◆ **Problem to work on**
Scan the lines below for "Mehdi" and copy the matches.

◆ **Dataset entries**
▬▬▬▬▬▬▬▬▬▬

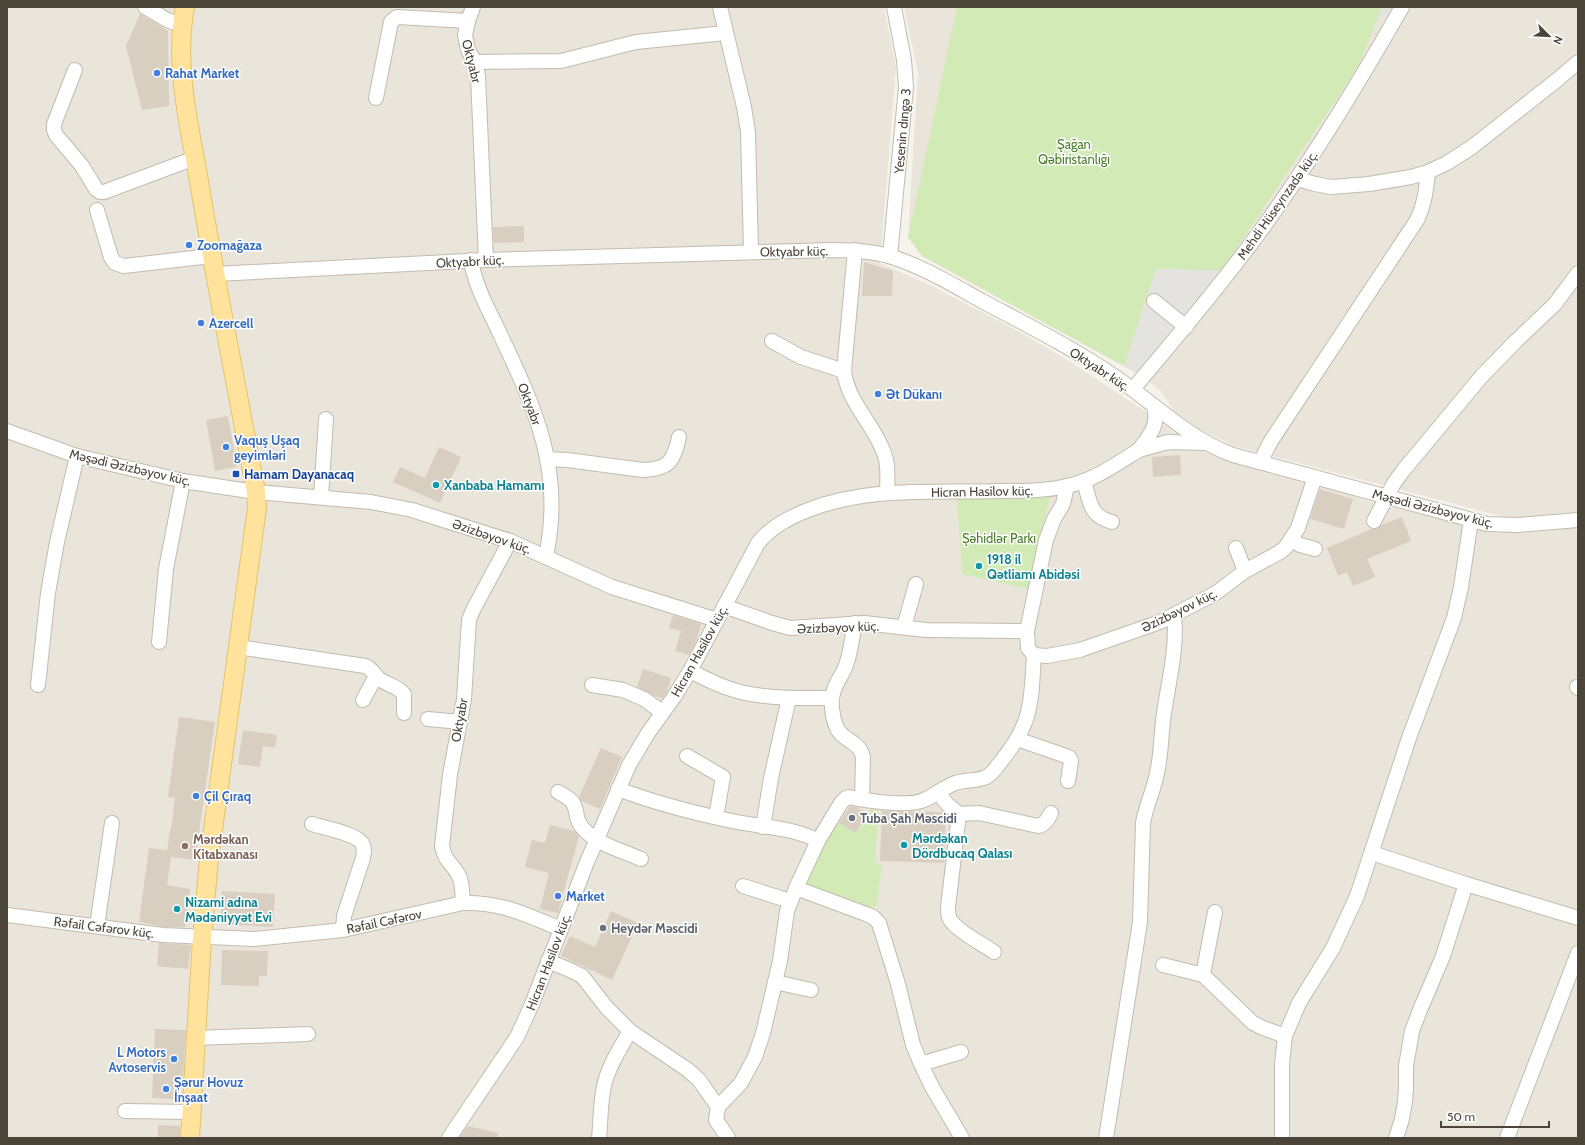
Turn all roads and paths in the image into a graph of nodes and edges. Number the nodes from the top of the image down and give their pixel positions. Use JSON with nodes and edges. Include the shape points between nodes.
{"nodes":[{"id":1,"x":144,"y":7,"type":"edge"},
{"id":2,"x":185,"y":7,"type":"edge"},
{"id":3,"x":473,"y":7,"type":"edge"},
{"id":4,"x":720,"y":7,"type":"edge"},
{"id":5,"x":894,"y":7,"type":"edge"},
{"id":6,"x":1402,"y":7,"type":"edge"},
{"id":7,"x":468,"y":21,"type":"junction"},
{"id":8,"x":182,"y":25,"type":"junction"},
{"id":9,"x":726,"y":33,"type":"junction"},
{"id":10,"x":475,"y":62,"type":"junction"},
{"id":11,"x":1578,"y":62,"type":"edge"},
{"id":12,"x":75,"y":70,"type":"dead end"},
{"id":13,"x":376,"y":98,"type":"dead end"},
{"id":14,"x":195,"y":158,"type":"junction"},
{"id":15,"x":1428,"y":172,"type":"junction"},
{"id":16,"x":1297,"y":179,"type":"junction"},
{"id":17,"x":97,"y":210,"type":"dead end"},
{"id":18,"x":855,"y":250,"type":"junction"},
{"id":19,"x":751,"y":251,"type":"junction"},
{"id":20,"x":211,"y":256,"type":"junction"},
{"id":21,"x":890,"y":256,"type":"junction"},
{"id":22,"x":471,"y":260,"type":"junction"},
{"id":23,"x":486,"y":260,"type":"junction"},
{"id":24,"x":215,"y":274,"type":"junction"},
{"id":25,"x":1578,"y":274,"type":"edge"},
{"id":26,"x":1154,"y":301,"type":"dead end"},
{"id":27,"x":1186,"y":327,"type":"junction"},
{"id":28,"x":772,"y":341,"type":"dead end"},
{"id":29,"x":844,"y":371,"type":"junction"},
{"id":30,"x":1133,"y":390,"type":"junction"},
{"id":31,"x":1154,"y":407,"type":"junction"},
{"id":32,"x":326,"y":419,"type":"dead end"},
{"id":33,"x":1172,"y":421,"type":"junction"},
{"id":34,"x":7,"y":431,"type":"edge"},
{"id":35,"x":679,"y":437,"type":"dead end"},
{"id":36,"x":1168,"y":442,"type":"junction"},
{"id":37,"x":1206,"y":444,"type":"junction"},
{"id":38,"x":1139,"y":450,"type":"junction"},
{"id":39,"x":77,"y":456,"type":"junction"},
{"id":40,"x":548,"y":459,"type":"junction"},
{"id":41,"x":1260,"y":462,"type":"junction"},
{"id":42,"x":1315,"y":477,"type":"junction"},
{"id":43,"x":183,"y":481,"type":"junction"},
{"id":44,"x":1084,"y":481,"type":"junction"},
{"id":45,"x":1067,"y":486,"type":"junction"},
{"id":46,"x":256,"y":492,"type":"junction"},
{"id":47,"x":887,"y":493,"type":"junction"},
{"id":48,"x":1387,"y":496,"type":"junction"},
{"id":49,"x":321,"y":498,"type":"junction"},
{"id":50,"x":1471,"y":520,"type":"junction"},
{"id":51,"x":1374,"y":521,"type":"dead end"},
{"id":52,"x":1112,"y":522,"type":"dead end"},
{"id":53,"x":1578,"y":523,"type":"edge"},
{"id":54,"x":1291,"y":539,"type":"junction"},
{"id":55,"x":510,"y":541,"type":"junction"},
{"id":56,"x":1236,"y":548,"type":"dead end"},
{"id":57,"x":1315,"y":549,"type":"dead end"},
{"id":58,"x":546,"y":556,"type":"junction"},
{"id":59,"x":1245,"y":571,"type":"junction"},
{"id":60,"x":916,"y":584,"type":"dead end"},
{"id":61,"x":724,"y":606,"type":"junction"},
{"id":62,"x":1174,"y":615,"type":"junction"},
{"id":63,"x":717,"y":620,"type":"junction"},
{"id":64,"x":855,"y":623,"type":"junction"},
{"id":65,"x":904,"y":627,"type":"junction"},
{"id":66,"x":1027,"y":631,"type":"junction"},
{"id":67,"x":159,"y":642,"type":"dead end"},
{"id":68,"x":238,"y":648,"type":"junction"},
{"id":69,"x":1034,"y":655,"type":"junction"},
{"id":70,"x":690,"y":671,"type":"junction"},
{"id":71,"x":376,"y":676,"type":"junction"},
{"id":72,"x":38,"y":685,"type":"dead end"},
{"id":73,"x":592,"y":685,"type":"dead end"},
{"id":74,"x":789,"y":698,"type":"junction"},
{"id":75,"x":831,"y":698,"type":"junction"},
{"id":76,"x":363,"y":700,"type":"dead end"},
{"id":77,"x":662,"y":712,"type":"junction"},
{"id":78,"x":404,"y":713,"type":"dead end"},
{"id":79,"x":428,"y":719,"type":"dead end"},
{"id":80,"x":460,"y":722,"type":"junction"},
{"id":81,"x":1017,"y":739,"type":"junction"},
{"id":82,"x":687,"y":756,"type":"dead end"},
{"id":83,"x":1068,"y":781,"type":"dead end"},
{"id":84,"x":618,"y":789,"type":"junction"},
{"id":85,"x":558,"y":792,"type":"dead end"},
{"id":86,"x":938,"y":792,"type":"junction"},
{"id":87,"x":862,"y":799,"type":"junction"},
{"id":88,"x":1051,"y":813,"type":"dead end"},
{"id":89,"x":959,"y":814,"type":"junction"},
{"id":90,"x":716,"y":817,"type":"junction"},
{"id":91,"x":112,"y":823,"type":"dead end"},
{"id":92,"x":312,"y":824,"type":"dead end"},
{"id":93,"x":763,"y":827,"type":"junction"},
{"id":94,"x":596,"y":840,"type":"junction"},
{"id":95,"x":818,"y":841,"type":"junction"},
{"id":96,"x":1372,"y":853,"type":"junction"},
{"id":97,"x":641,"y":859,"type":"dead end"},
{"id":98,"x":1466,"y":884,"type":"junction"},
{"id":99,"x":743,"y":886,"type":"dead end"},
{"id":100,"x":793,"y":894,"type":"junction"},
{"id":101,"x":463,"y":903,"type":"junction"},
{"id":102,"x":1215,"y":912,"type":"dead end"},
{"id":103,"x":7,"y":916,"type":"edge"},
{"id":104,"x":1578,"y":918,"type":"edge"},
{"id":105,"x":98,"y":926,"type":"junction"},
{"id":106,"x":561,"y":929,"type":"junction"},
{"id":107,"x":343,"y":930,"type":"junction"},
{"id":108,"x":202,"y":938,"type":"junction"},
{"id":109,"x":994,"y":952,"type":"dead end"},
{"id":110,"x":1578,"y":953,"type":"edge"},
{"id":111,"x":548,"y":962,"type":"junction"},
{"id":112,"x":1164,"y":965,"type":"dead end"},
{"id":113,"x":1203,"y":975,"type":"junction"},
{"id":114,"x":775,"y":982,"type":"junction"},
{"id":115,"x":811,"y":990,"type":"dead end"},
{"id":116,"x":630,"y":1031,"type":"junction"},
{"id":117,"x":308,"y":1034,"type":"dead end"},
{"id":118,"x":1285,"y":1036,"type":"junction"},
{"id":119,"x":196,"y":1038,"type":"junction"},
{"id":120,"x":962,"y":1052,"type":"dead end"},
{"id":121,"x":921,"y":1064,"type":"junction"},
{"id":122,"x":718,"y":1107,"type":"junction"},
{"id":123,"x":126,"y":1111,"type":"dead end"},
{"id":124,"x":192,"y":1112,"type":"junction"},
{"id":125,"x":190,"y":1138,"type":"edge"},
{"id":126,"x":450,"y":1138,"type":"edge"},
{"id":127,"x":599,"y":1138,"type":"edge"},
{"id":128,"x":728,"y":1138,"type":"edge"},
{"id":129,"x":962,"y":1138,"type":"edge"},
{"id":130,"x":1106,"y":1138,"type":"edge"},
{"id":131,"x":1282,"y":1138,"type":"edge"},
{"id":132,"x":1396,"y":1138,"type":"edge"},
{"id":133,"x":1507,"y":1138,"type":"edge"}],
"edges":[{"from":1,"to":8,"type":"street"},
{"from":2,"to":8,"type":"main road"},
{"from":3,"to":7,"type":"street","name":"Oktyabr"},
{"from":4,"to":9,"type":"street"},
{"from":5,"to":21,"type":"street","name":"Yesenin dıngə 3","via":[[904,60],[906,87]]},
{"from":6,"to":16,"type":"street","name":"Mehdi Hüseynzadə küç."},
{"from":7,"to":10,"type":"street","name":"Oktyabr","via":[[465,35],[468,50]]},
{"from":7,"to":13,"type":"street","via":[[397,17],[392,22]]},
{"from":8,"to":14,"type":"main road","via":[[181,63]]},
{"from":9,"to":10,"type":"street","via":[[636,42],[561,61]]},
{"from":9,"to":19,"type":"street","via":[[748,132]]},
{"from":10,"to":23,"type":"street","name":"Oktyabr","via":[[480,94]]},
{"from":11,"to":15,"type":"street","via":[[1472,147]]},
{"from":12,"to":14,"type":"street","via":[[54,130],[100,192]]},
{"from":14,"to":20,"type":"main road"},
{"from":15,"to":16,"type":"street","via":[[1369,184],[1332,187]]},
{"from":15,"to":41,"type":"street","via":[[1426,197],[1418,220],[1271,440]]},
{"from":16,"to":27,"type":"street","name":"Mehdi Hüseynzadə küç."},
{"from":17,"to":20,"type":"street","via":[[111,257],[119,265],[132,266]]},
{"from":18,"to":19,"type":"street","name":"Oktyabr küç."},
{"from":18,"to":21,"type":"street","name":"Oktyabr küç."},
{"from":18,"to":29,"type":"street"},
{"from":19,"to":23,"type":"street","name":"Oktyabr küç."},
{"from":20,"to":24,"type":"main road"},
{"from":21,"to":30,"type":"street","name":"Oktyabr küç.","via":[[942,279],[1044,333]]},
{"from":22,"to":23,"type":"street","name":"Oktyabr küç."},
{"from":22,"to":24,"type":"street","name":"Oktyabr küç."},
{"from":22,"to":40,"type":"street","name":"Oktyabr","via":[[475,281],[524,386]]},
{"from":24,"to":46,"type":"main road"},
{"from":25,"to":48,"type":"street","via":[[1554,304],[1481,377],[1402,472]]},
{"from":26,"to":27,"type":"street"},
{"from":27,"to":30,"type":"street","name":"Mehdi Hüseynzadə küç."},
{"from":28,"to":29,"type":"street","via":[[802,357]]},
{"from":29,"to":47,"type":"street","via":[[845,382],[886,457]]},
{"from":30,"to":31,"type":"street","name":"Oktyabr küç."},
{"from":31,"to":33,"type":"street","name":"Oktyabr küç."},
{"from":31,"to":38,"type":"street","via":[[1155,426]]},
{"from":32,"to":49,"type":"street"},
{"from":33,"to":36,"type":"street","via":[[1173,431]]},
{"from":33,"to":37,"type":"street","name":"Oktyabr küç."},
{"from":34,"to":39,"type":"street","name":"Məşədi Əzizbəyov küç."},
{"from":35,"to":40,"type":"street","via":[[673,458],[669,463],[653,470]]},
{"from":36,"to":37,"type":"street"},
{"from":36,"to":38,"type":"street"},
{"from":37,"to":41,"type":"street","name":"Oktyabr küç."},
{"from":38,"to":44,"type":"street","name":"Hicran Hasilov küç."},
{"from":39,"to":43,"type":"street","name":"Məşədi Əzizbəyov küç."},
{"from":39,"to":72,"type":"street","via":[[48,593]]},
{"from":40,"to":58,"type":"street","name":"Oktyabr","via":[[552,483],[552,515]]},
{"from":41,"to":42,"type":"street","name":"Oktyabr küç."},
{"from":42,"to":48,"type":"street","name":"Məşədi Əzizbəyov küç."},
{"from":42,"to":54,"type":"street","name":"Əzizbəyov küç.","via":[[1298,528]]},
{"from":43,"to":46,"type":"street","name":"Məşədi Əzizbəyov küç."},
{"from":43,"to":67,"type":"street","via":[[166,568]]},
{"from":44,"to":45,"type":"street","name":"Hicran Hasilov küç."},
{"from":44,"to":52,"type":"street","via":[[1095,514]]},
{"from":45,"to":47,"type":"street","name":"Hicran Hasilov küç.","via":[[1022,491]]},
{"from":45,"to":66,"type":"street","via":[[1063,504],[1046,540]]},
{"from":46,"to":49,"type":"street","name":"Əzizbəyov küç."},
{"from":46,"to":68,"type":"main road","via":[[256,517]]},
{"from":47,"to":61,"type":"street","name":"Hicran Hasilov küç.","via":[[829,502],[800,513],[772,528],[758,543]]},
{"from":48,"to":50,"type":"street","name":"Məşədi Əzizbəyov küç."},
{"from":48,"to":51,"type":"street"},
{"from":49,"to":55,"type":"street","name":"Əzizbəyov küç.","via":[[394,506]]},
{"from":50,"to":53,"type":"street","name":"Məşədi Əzizbəyov küç.","via":[[1504,526]]},
{"from":50,"to":96,"type":"street","via":[[1454,618],[1408,738]]},
{"from":54,"to":57,"type":"street","via":[[1300,545]]},
{"from":54,"to":59,"type":"street","name":"Əzizbəyov küç.","via":[[1280,552]]},
{"from":55,"to":58,"type":"street","name":"Əzizbəyov küç."},
{"from":55,"to":80,"type":"street","name":"Oktyabr","via":[[469,620],[464,700]]},
{"from":56,"to":59,"type":"street"},
{"from":58,"to":63,"type":"street","name":"Əzizbəyov küç.","via":[[612,587]]},
{"from":59,"to":62,"type":"street","name":"Əzizbəyov küç.","via":[[1216,593]]},
{"from":60,"to":65,"type":"street"},
{"from":61,"to":63,"type":"street","name":"Hicran Hasilov küç."},
{"from":61,"to":64,"type":"street","name":"Əzizbəyov küç.","via":[[790,628]]},
{"from":62,"to":69,"type":"street","name":"Əzizbəyov küç.","via":[[1080,650],[1047,656]]},
{"from":62,"to":130,"type":"street","via":[[1175,643],[1163,721],[1160,761],[1143,823],[1140,922]]},
{"from":63,"to":70,"type":"street","name":"Hicran Hasilov küç."},
{"from":64,"to":65,"type":"street","name":"Əzizbəyov küç."},
{"from":64,"to":75,"type":"street","via":[[846,666]]},
{"from":65,"to":66,"type":"street","name":"Əzizbəyov küç.","via":[[926,630]]},
{"from":66,"to":69,"type":"street","via":[[1028,648]]},
{"from":68,"to":71,"type":"street","via":[[366,666],[374,671]]},
{"from":68,"to":108,"type":"main road","via":[[213,826]]},
{"from":69,"to":81,"type":"street","via":[[1030,706]]},
{"from":70,"to":74,"type":"street","via":[[744,693]]},
{"from":70,"to":77,"type":"street","name":"Hicran Hasilov küç."},
{"from":71,"to":76,"type":"street"},
{"from":71,"to":78,"type":"street","via":[[400,689],[404,694]]},
{"from":73,"to":77,"type":"street","via":[[623,690],[644,699]]},
{"from":74,"to":75,"type":"street"},
{"from":74,"to":93,"type":"street"},
{"from":75,"to":87,"type":"street","via":[[838,731],[861,750]]},
{"from":77,"to":84,"type":"street","name":"Hicran Hasilov küç.","via":[[638,747]]},
{"from":79,"to":80,"type":"street"},
{"from":80,"to":101,"type":"street","name":"Oktyabr","via":[[450,775],[442,846],[447,862],[459,876]]},
{"from":81,"to":83,"type":"street","via":[[1069,757],[1071,761]]},
{"from":81,"to":86,"type":"street","via":[[988,776],[955,783]]},
{"from":82,"to":90,"type":"street","via":[[724,777]]},
{"from":84,"to":90,"type":"street"},
{"from":84,"to":94,"type":"street","name":"Hicran Hasilov küç."},
{"from":85,"to":94,"type":"street","via":[[573,803],[576,819]]},
{"from":86,"to":87,"type":"street","via":[[916,802]]},
{"from":86,"to":89,"type":"street"},
{"from":87,"to":95,"type":"street","via":[[849,797],[842,800]]},
{"from":88,"to":89,"type":"street","via":[[1042,826],[979,813]]},
{"from":89,"to":109,"type":"street","via":[[949,915],[956,927]]},
{"from":90,"to":93,"type":"street"},
{"from":91,"to":105,"type":"street"},
{"from":92,"to":107,"type":"street","via":[[348,834],[358,839],[364,850],[344,916]]},
{"from":93,"to":95,"type":"street","via":[[799,833]]},
{"from":94,"to":97,"type":"street"},
{"from":94,"to":106,"type":"street","name":"Hicran Hasilov küç."},
{"from":95,"to":100,"type":"street"},
{"from":96,"to":98,"type":"street"},
{"from":96,"to":118,"type":"street","via":[[1346,923],[1299,1003]]},
{"from":98,"to":104,"type":"street"},
{"from":98,"to":132,"type":"street","via":[[1443,956],[1412,1031],[1406,1066],[1405,1102]]},
{"from":99,"to":100,"type":"street","via":[[771,894]]},
{"from":100,"to":114,"type":"street","via":[[785,919],[782,952]]},
{"from":100,"to":121,"type":"street","via":[[866,914],[878,923],[896,978],[913,1045]]},
{"from":101,"to":106,"type":"street","name":"Rəfail Cəfərov","via":[[503,906]]},
{"from":101,"to":107,"type":"street","name":"Rəfail Cəfərov"},
{"from":102,"to":113,"type":"street"},
{"from":103,"to":105,"type":"street","name":"Rəfail Cəfərov küç."},
{"from":105,"to":108,"type":"street","name":"Rəfail Cəfərov küç."},
{"from":106,"to":111,"type":"street","name":"Hicran Hasilov küç."},
{"from":107,"to":108,"type":"street","name":"Rəfail Cəfərov","via":[[254,939]]},
{"from":108,"to":119,"type":"main road"},
{"from":110,"to":133,"type":"street"},
{"from":111,"to":116,"type":"street","via":[[582,976],[607,1008]]},
{"from":111,"to":126,"type":"street","name":"Hicran Hasilov küç.","via":[[517,1036]]},
{"from":112,"to":113,"type":"street"},
{"from":113,"to":118,"type":"street","via":[[1253,1023]]},
{"from":114,"to":115,"type":"street"},
{"from":114,"to":122,"type":"street","via":[[755,1057],[740,1083]]},
{"from":116,"to":122,"type":"street","via":[[699,1080]]},
{"from":116,"to":127,"type":"street","via":[[611,1064],[605,1081]]},
{"from":117,"to":119,"type":"street"},
{"from":118,"to":131,"type":"street","via":[[1282,1064]]},
{"from":119,"to":124,"type":"main road"},
{"from":120,"to":121,"type":"street"},
{"from":121,"to":129,"type":"street"},
{"from":122,"to":128,"type":"street","via":[[716,1120]]},
{"from":123,"to":124,"type":"street"},
{"from":124,"to":125,"type":"main road"}]}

▬▬▬▬▬▬▬▬▬▬

◆ **Task answer**
{"from":6,"to":16,"type":"street","name":"Mehdi Hüseynzadə küç."},
{"from":16,"to":27,"type":"street","name":"Mehdi Hüseynzadə küç."},
{"from":27,"to":30,"type":"street","name":"Mehdi Hüseynzadə küç."},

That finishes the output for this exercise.